Comprehensive Guide to ICT Trading Concepts
Market Maker Model (MMM)
The market maker model illustrates how institutions operate: accumulating liquidity, manipulating price, and then
distributing it in their desired direction. This model helps traders align their strategies with institutional activity.
Breaker Blocks
A breaker block occurs when price invalidates a previous order block, signaling a shift in market intent. For instance, a
bearish order block might become invalidated, turning into a bullish breaker block.
Fair Value Gaps (FVG)
Fair value gaps are inefficiencies in the market where price has moved too quickly, leaving gaps between candle wicks.

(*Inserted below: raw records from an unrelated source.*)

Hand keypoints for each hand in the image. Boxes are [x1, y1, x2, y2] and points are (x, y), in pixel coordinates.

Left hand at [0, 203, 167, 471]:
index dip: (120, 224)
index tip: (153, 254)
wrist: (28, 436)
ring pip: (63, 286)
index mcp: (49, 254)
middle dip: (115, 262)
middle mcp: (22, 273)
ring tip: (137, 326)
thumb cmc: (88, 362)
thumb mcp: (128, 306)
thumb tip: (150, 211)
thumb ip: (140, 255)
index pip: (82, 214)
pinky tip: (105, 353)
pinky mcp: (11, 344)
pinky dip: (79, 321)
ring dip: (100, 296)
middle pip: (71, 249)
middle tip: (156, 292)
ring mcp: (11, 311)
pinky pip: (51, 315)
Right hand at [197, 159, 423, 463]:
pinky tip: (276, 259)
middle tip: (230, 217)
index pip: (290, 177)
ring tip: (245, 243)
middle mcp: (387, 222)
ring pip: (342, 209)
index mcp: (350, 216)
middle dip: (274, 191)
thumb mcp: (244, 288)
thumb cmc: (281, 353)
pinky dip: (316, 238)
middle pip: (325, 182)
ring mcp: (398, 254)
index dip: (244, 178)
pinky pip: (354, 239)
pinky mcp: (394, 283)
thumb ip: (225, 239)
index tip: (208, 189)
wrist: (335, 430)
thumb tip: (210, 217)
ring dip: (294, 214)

Markets often revisit these gaps to balance liquidity, making them useful for entry and exit points.
Displacement
Displacement is a strong price movement resulting from institutional activity. These moves are characterized by large
candles with minimal wicks and often break significant levels, indicating strong momentum.
Optimal Trade Entry (OTE)
Using Fibonacci retracement levels (e.g., 61.8%-78.6%), traders can find the most efficient entry points. OTE combines
technical analysis and liquidity concepts for high-probability setups.
Balanced Price Range (BPR)
BPR occurs when opposing displacements create a balanced range, often preceding significant price breakouts or
reversals. These areas represent equilibrium before large market moves.